==== Task input

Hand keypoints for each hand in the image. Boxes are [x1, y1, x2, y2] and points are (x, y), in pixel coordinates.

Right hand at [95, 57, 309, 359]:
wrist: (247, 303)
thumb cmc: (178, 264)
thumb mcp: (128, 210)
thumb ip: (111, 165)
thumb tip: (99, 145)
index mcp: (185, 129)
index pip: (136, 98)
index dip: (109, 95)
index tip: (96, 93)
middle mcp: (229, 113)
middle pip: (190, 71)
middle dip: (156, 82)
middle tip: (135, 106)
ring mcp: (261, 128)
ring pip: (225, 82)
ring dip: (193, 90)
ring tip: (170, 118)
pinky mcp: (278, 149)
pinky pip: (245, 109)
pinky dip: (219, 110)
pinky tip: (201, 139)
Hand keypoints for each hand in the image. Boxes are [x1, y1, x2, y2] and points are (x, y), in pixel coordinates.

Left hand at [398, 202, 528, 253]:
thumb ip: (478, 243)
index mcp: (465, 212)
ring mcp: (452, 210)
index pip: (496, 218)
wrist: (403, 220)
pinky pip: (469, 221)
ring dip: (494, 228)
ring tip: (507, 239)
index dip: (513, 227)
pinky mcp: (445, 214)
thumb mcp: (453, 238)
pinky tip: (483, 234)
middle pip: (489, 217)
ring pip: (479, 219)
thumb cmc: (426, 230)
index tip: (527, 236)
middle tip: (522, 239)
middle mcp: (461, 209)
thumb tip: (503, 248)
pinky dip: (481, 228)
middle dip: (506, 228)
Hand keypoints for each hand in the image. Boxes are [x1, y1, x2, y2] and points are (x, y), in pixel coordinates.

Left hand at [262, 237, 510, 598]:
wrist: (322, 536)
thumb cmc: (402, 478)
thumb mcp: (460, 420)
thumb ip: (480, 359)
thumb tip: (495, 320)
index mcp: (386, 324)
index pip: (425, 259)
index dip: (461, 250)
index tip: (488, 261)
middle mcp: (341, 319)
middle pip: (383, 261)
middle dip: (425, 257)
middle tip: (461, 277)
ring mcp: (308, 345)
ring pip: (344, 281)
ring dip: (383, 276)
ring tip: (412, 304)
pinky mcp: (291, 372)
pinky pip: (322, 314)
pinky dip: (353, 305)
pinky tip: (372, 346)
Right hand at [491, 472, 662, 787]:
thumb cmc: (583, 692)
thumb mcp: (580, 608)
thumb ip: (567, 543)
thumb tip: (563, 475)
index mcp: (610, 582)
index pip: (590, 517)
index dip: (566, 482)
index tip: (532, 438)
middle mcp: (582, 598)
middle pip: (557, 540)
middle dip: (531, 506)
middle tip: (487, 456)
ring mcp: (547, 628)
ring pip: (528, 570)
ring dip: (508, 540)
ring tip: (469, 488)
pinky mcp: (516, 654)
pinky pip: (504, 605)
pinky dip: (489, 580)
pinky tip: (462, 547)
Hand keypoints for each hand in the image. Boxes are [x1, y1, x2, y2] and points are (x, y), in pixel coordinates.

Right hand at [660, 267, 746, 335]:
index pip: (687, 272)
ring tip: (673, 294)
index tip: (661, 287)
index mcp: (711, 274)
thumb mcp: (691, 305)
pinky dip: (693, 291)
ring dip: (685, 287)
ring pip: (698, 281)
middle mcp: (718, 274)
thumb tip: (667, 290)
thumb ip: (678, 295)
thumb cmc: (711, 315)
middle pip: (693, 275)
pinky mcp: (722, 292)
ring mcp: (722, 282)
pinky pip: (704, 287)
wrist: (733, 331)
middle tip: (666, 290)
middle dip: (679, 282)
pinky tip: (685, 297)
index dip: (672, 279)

========

### Directions for this task
Copy out, exactly and alone, the lines of the entries above between the ones holding "thumb mcp: (453, 238)" and "ring dip: (383, 276)", inclusive.

### Exercise output
thumb mcp: (453, 238)
pinky tip: (483, 234)
middle pip: (489, 217)
ring pip: (479, 219)
thumb cmc: (426, 230)
index tip: (527, 236)
middle tip: (522, 239)
middle mcp: (461, 209)
thumb tip: (503, 248)
pinky dip: (481, 228)
middle dip: (506, 228)
Hand keypoints for each hand in the image. Boxes are [x1, y1, x2, y2] and points are (x, y), in pixel coordinates.

Left hand at [262, 237, 510, 598]:
wrist: (322, 536)
thumb cmc: (402, 478)
thumb mcp: (460, 420)
thumb ip: (480, 359)
thumb tip: (495, 320)
index mcp: (386, 324)
index pip: (425, 259)
index dip: (461, 250)
index tip: (488, 261)
middle mcp: (341, 319)
middle pip: (383, 261)
middle dip: (425, 257)
middle tip: (461, 277)
ring mcp: (308, 345)
ring pip: (344, 281)
ring dip: (383, 276)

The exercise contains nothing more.